With his LIV contract expiring at the end of the season (he had been chasing a $500m deal) and his feud with the PGA Tour unresolved, DeChambeau said last week his ambition is to “grow my YouTube channel three times, maybe even more” and then “play tournaments that want me”. He talks a lot about the value of dubbing. Maybe he’s bluffing. But maybe he’s not. Those close to him reportedly believe he’s serious. He called the PGA Tour’s proposed rejoining penalty “quite unfortunate, considering what I could do for them,” genuinely followed by “egos need to get dropped”.
He has an exemption into the US Open until 2034, and the other three majors until 2029, a five-year clock which will restart if he wins another. But if the vast majority of his preparation is trying to break public course records and playing in Internet Invitationals, is that remotely possible? Can you be a full-time YouTuber and part-time professional golfer, and why would you want to? Whether he can earn close to the $225 million he has accumulated through prize money and contracts to date is largely irrelevant when you already have $225 million at 32.
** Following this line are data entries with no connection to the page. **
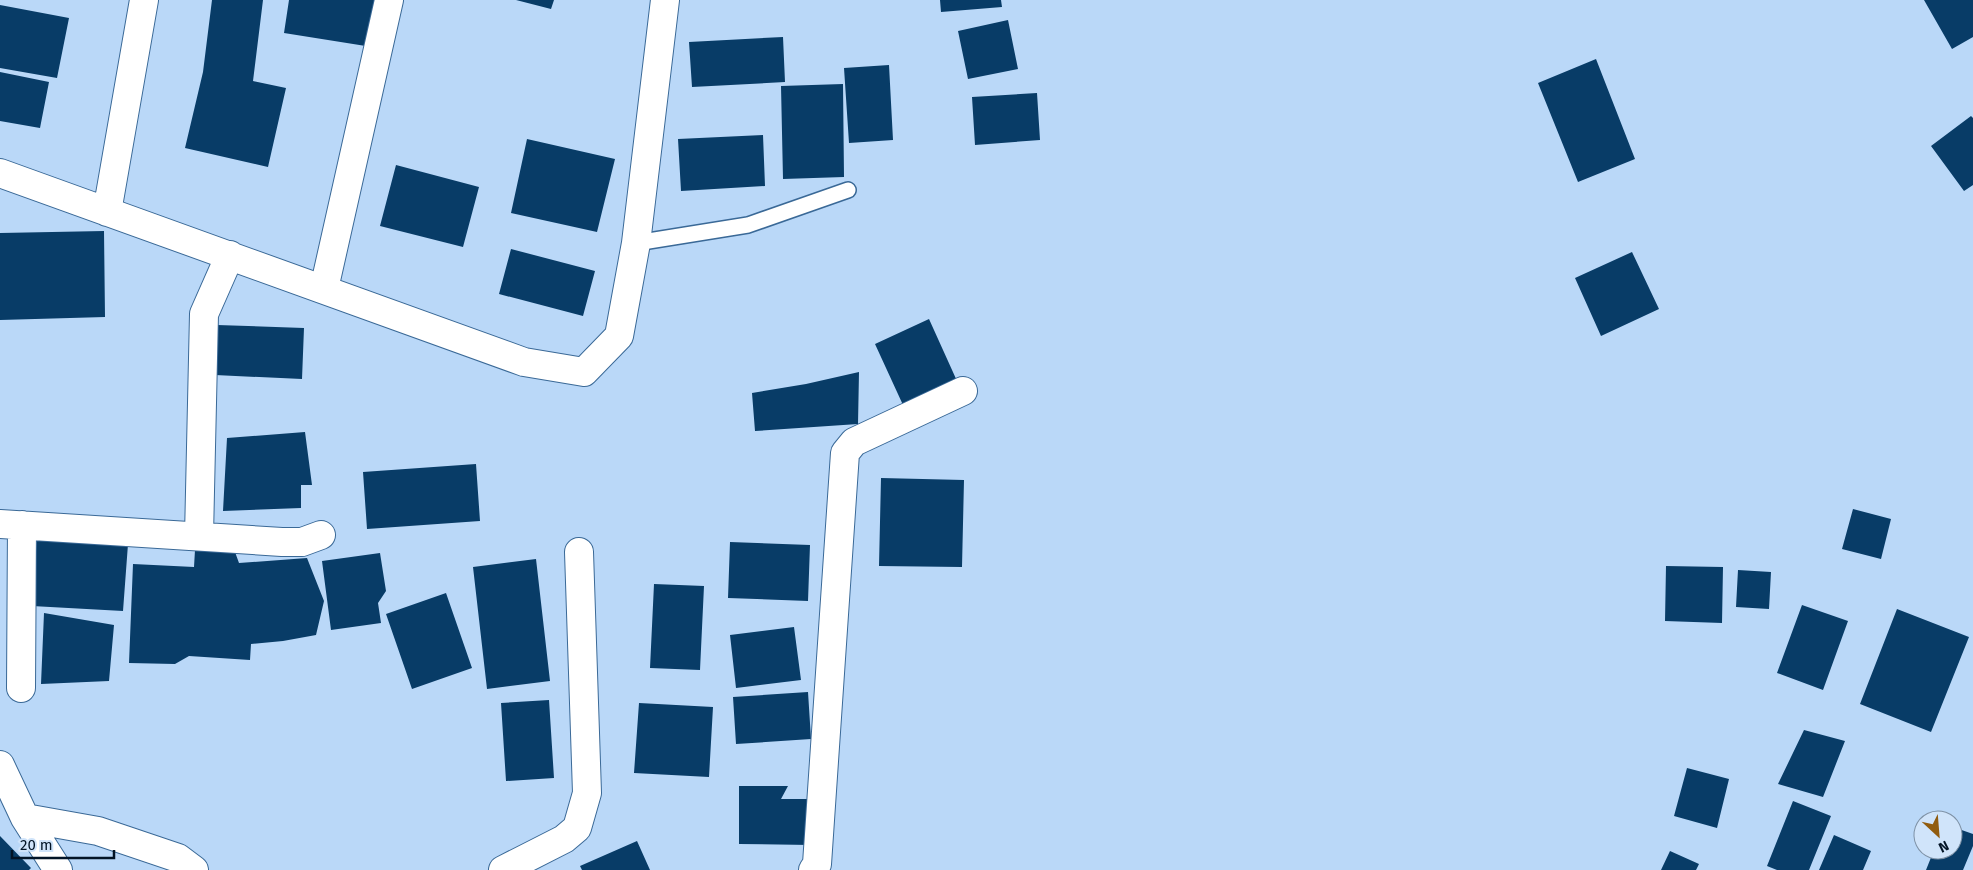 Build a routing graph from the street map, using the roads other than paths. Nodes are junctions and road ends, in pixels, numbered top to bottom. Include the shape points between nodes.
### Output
1 (144, 0) edge
2 (389, 0) edge
3 (665, 0) edge
4 (0, 174) edge
5 (848, 190) dead end
6 (107, 212) junction
7 (636, 243) junction
8 (230, 255) junction
9 (324, 289) junction
10 (963, 391) dead end
11 (11, 524) edge
12 (321, 535) dead end
13 (199, 536) junction
14 (579, 552) dead end
15 (21, 688) dead end
16 (0, 765) edge
17 (25, 818) junction
18 (58, 870) edge
19 (194, 870) edge
20 (503, 870) edge
21 (813, 870) edge

1 - 6 street
2 - 9 street
3 - 7 street
4 - 6 street
5 - 7 lane via 748,225
6 - 8 street
7 - 9 street via 619,336 584,372 524,362
8 - 9 street
8 - 13 street via 204,314
10 - 21 street via 854,442 844,453 818,854
11 - 13 street
11 - 15 street
12 - 13 street via 302,542
14 - 20 street via 587,793 577,828 564,839
16 - 17 street
17 - 18 street
17 - 19 street via 98,831 178,858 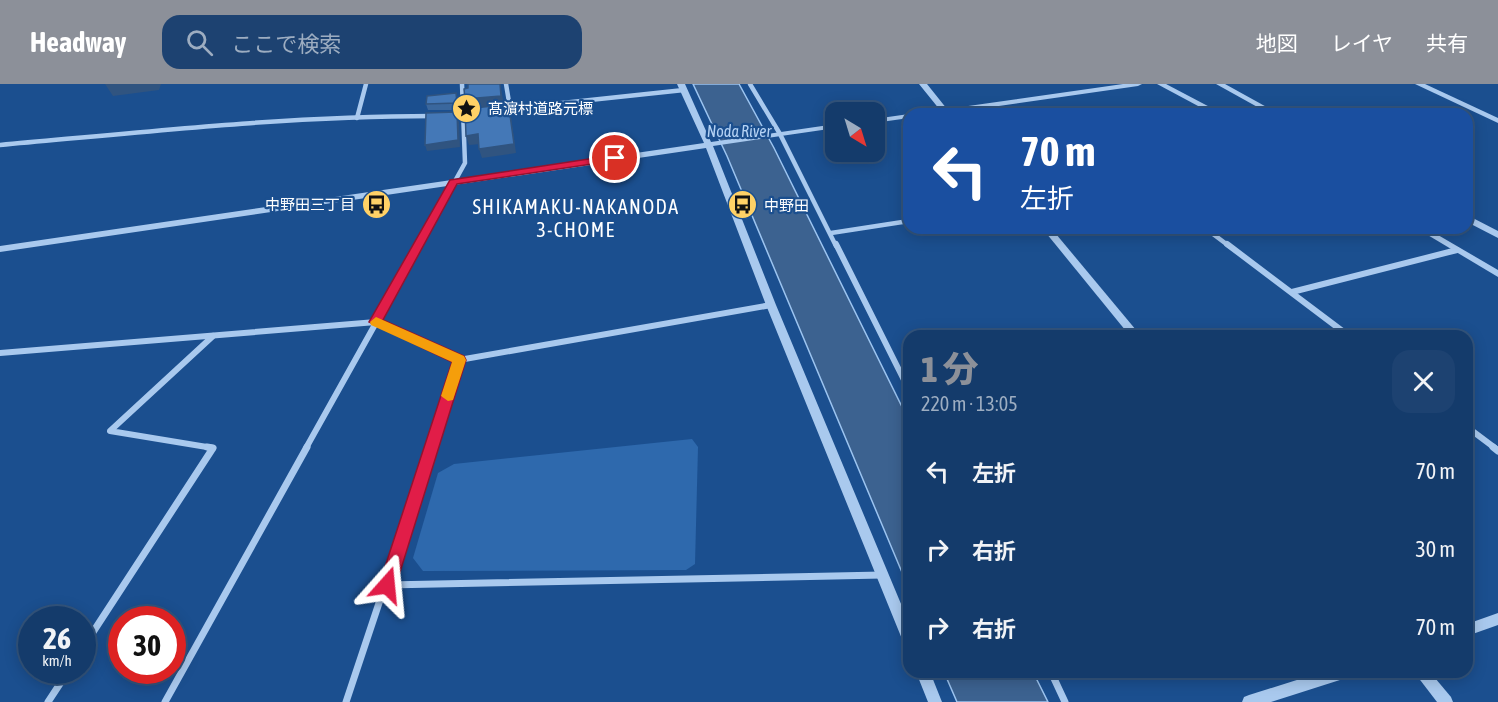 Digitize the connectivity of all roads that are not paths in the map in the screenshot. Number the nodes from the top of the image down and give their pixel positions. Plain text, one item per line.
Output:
1 (366, 84) edge
2 (462, 84) edge
3 (506, 84) edge
4 (750, 84) edge
5 (923, 84) edge
6 (1138, 84) edge
7 (1161, 84) edge
8 (1220, 84) edge
9 (1419, 84) edge
10 (682, 87) edge
11 (510, 108) junction
12 (942, 108) edge
13 (979, 108) edge
14 (1207, 108) edge
15 (1264, 108) edge
16 (1470, 108) edge
17 (1473, 109) edge
18 (486, 111) edge
19 (475, 112) edge
20 (454, 114) edge
21 (463, 114) junction
22 (436, 116) edge
23 (903, 117) edge
24 (357, 118) junction
25 (885, 119) edge
26 (1498, 121) edge
27 (825, 128) edge
28 (780, 134) junction
29 (708, 144) junction
30 (0, 145) edge
31 (453, 182) junction
32 (1473, 221) edge
33 (903, 222) edge
34 (831, 233) junction
35 (1051, 234) edge
36 (1213, 234) edge
37 (1430, 234) edge
38 (1498, 235) edge
39 (0, 249) edge
40 (1457, 250) junction
41 (1498, 274) edge
42 (1292, 292) junction
43 (771, 305) junction
44 (376, 322) junction
45 (1131, 330) edge
46 (1341, 330) edge
47 (213, 335) junction
48 (0, 353) edge
49 (459, 360) junction
50 (903, 378) edge
51 (1473, 432) edge
52 (1498, 451) edge
53 (882, 575) junction
54 (387, 585) junction
55 (1498, 619) edge
56 (903, 625) edge
57 (96, 628) edge
58 (1473, 628) edge
59 (925, 678) edge
60 (1054, 678) edge
61 (1324, 678) edge
62 (1426, 678) edge
63 (60, 684) edge
64 (48, 702) edge
65 (165, 702) edge
66 (346, 702) edge
67 (935, 702) edge
68 (1065, 702) edge
69 (1249, 702) edge
70 (1446, 702) edge

1 - 24 street
2 - 21 street
3 - 11 street
4 - 28 street
5 - 12 street
6 - 13 street
7 - 14 street
8 - 15 street
9 - 16 street
10 - 11 street
10 - 29 street
11 - 18 street
17 - 26 street
19 - 21 street
20 - 21 street
21 - 31 street
22 - 24 street
23 - 25 street
24 - 30 street
27 - 28 street
28 - 29 street
28 - 34 street
29 - 31 street
29 - 43 street
31 - 39 street
31 - 44 street
32 - 38 street
33 - 34 street
34 - 50 street
35 - 45 street
36 - 42 street
37 - 40 street
40 - 41 street
40 - 42 street
42 - 46 street
43 - 49 street
43 - 53 street
44 - 47 street
44 - 49 street
44 - 65 street
47 - 48 street
47 - 57 street
49 - 54 street
51 - 52 street
53 - 54 street
53 - 56 street
54 - 66 street
55 - 58 street
59 - 67 street
60 - 68 street
61 - 69 street
62 - 70 street
63 - 64 street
And anyway, DeChambeau said last week his reason for filming videos is solely “to grow the game of golf”. By almost any metric more people watch golf YouTube content week-to-week than watch the PGA Tour; his round with Trump has been viewed 17m times, and almost every YouTube video he has filmed was watched more by more people than the average LIV Golf event. A majority of fans under 35 just watch majors, and fill the gaps with shorter-form content. Why not meet your audience where they are?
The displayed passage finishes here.